> _EXERCISE BRIEF_: With the pictures removed, write out the full listing below exactly.

***

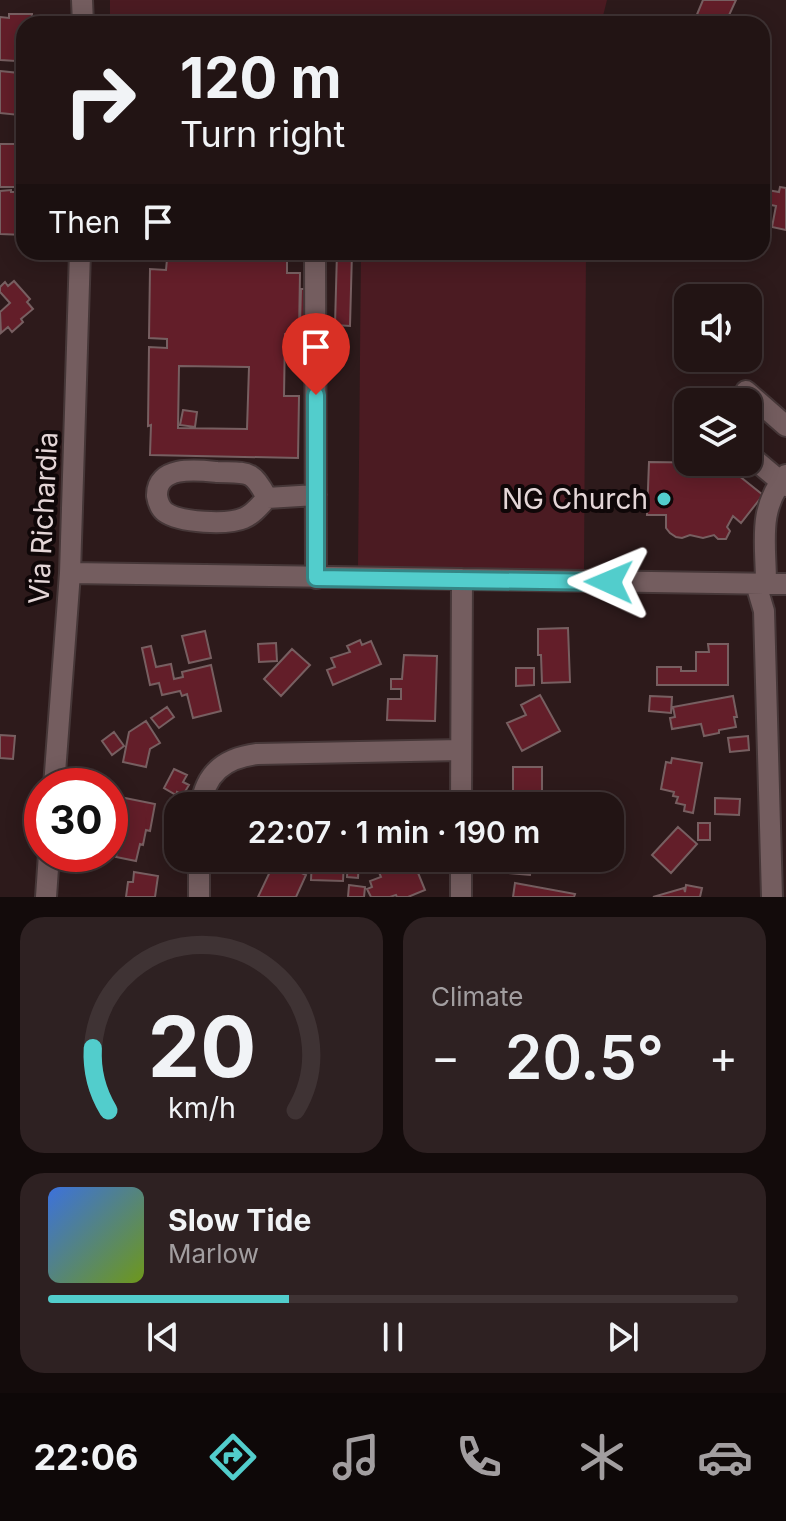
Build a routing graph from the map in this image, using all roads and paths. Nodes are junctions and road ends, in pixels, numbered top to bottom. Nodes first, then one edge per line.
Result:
1 (80, 260) edge
2 (315, 260) edge
3 (762, 405) edge
4 (786, 426) edge
5 (762, 464) edge
6 (784, 481) edge
7 (316, 495) junction
8 (267, 498) junction
9 (70, 573) junction
10 (316, 578) junction
11 (462, 579) junction
12 (769, 584) edge
13 (777, 748) edge
14 (461, 750) junction
15 (55, 768) edge
16 (204, 792) edge
17 (461, 792) edge
18 (48, 872) edge
19 (199, 872) edge
20 (461, 872) edge
21 (46, 897) edge
22 (199, 897) edge
23 (461, 897) edge
24 (772, 897) edge

1 - 9 street, Via Richardia
2 - 7 street
3 - 4 street
5 - 6 street
6 - 12 street
7 - 8 street
7 - 10 street
8 - 8 street
9 - 10 street
9 - 15 street, Via Richardia
10 - 11 street
11 - 12 street
11 - 14 street
12 - 13 street
13 - 24 street
14 - 16 street
14 - 17 street
18 - 21 street
19 - 22 street
20 - 23 street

***

> _EXERCISE OUTPUT_:
Build a routing graph from the map in this image, using all roads and paths. Nodes are junctions and road ends, in pixels, numbered top to bottom. Nodes first, then one edge per line.
Result:
1 (80, 260) edge
2 (315, 260) edge
3 (762, 405) edge
4 (786, 426) edge
5 (762, 464) edge
6 (784, 481) edge
7 (316, 495) junction
8 (267, 498) junction
9 (70, 573) junction
10 (316, 578) junction
11 (462, 579) junction
12 (769, 584) edge
13 (777, 748) edge
14 (461, 750) junction
15 (55, 768) edge
16 (204, 792) edge
17 (461, 792) edge
18 (48, 872) edge
19 (199, 872) edge
20 (461, 872) edge
21 (46, 897) edge
22 (199, 897) edge
23 (461, 897) edge
24 (772, 897) edge

1 - 9 street, Via Richardia
2 - 7 street
3 - 4 street
5 - 6 street
6 - 12 street
7 - 8 street
7 - 10 street
8 - 8 street
9 - 10 street
9 - 15 street, Via Richardia
10 - 11 street
11 - 12 street
11 - 14 street
12 - 13 street
13 - 24 street
14 - 16 street
14 - 17 street
18 - 21 street
19 - 22 street
20 - 23 street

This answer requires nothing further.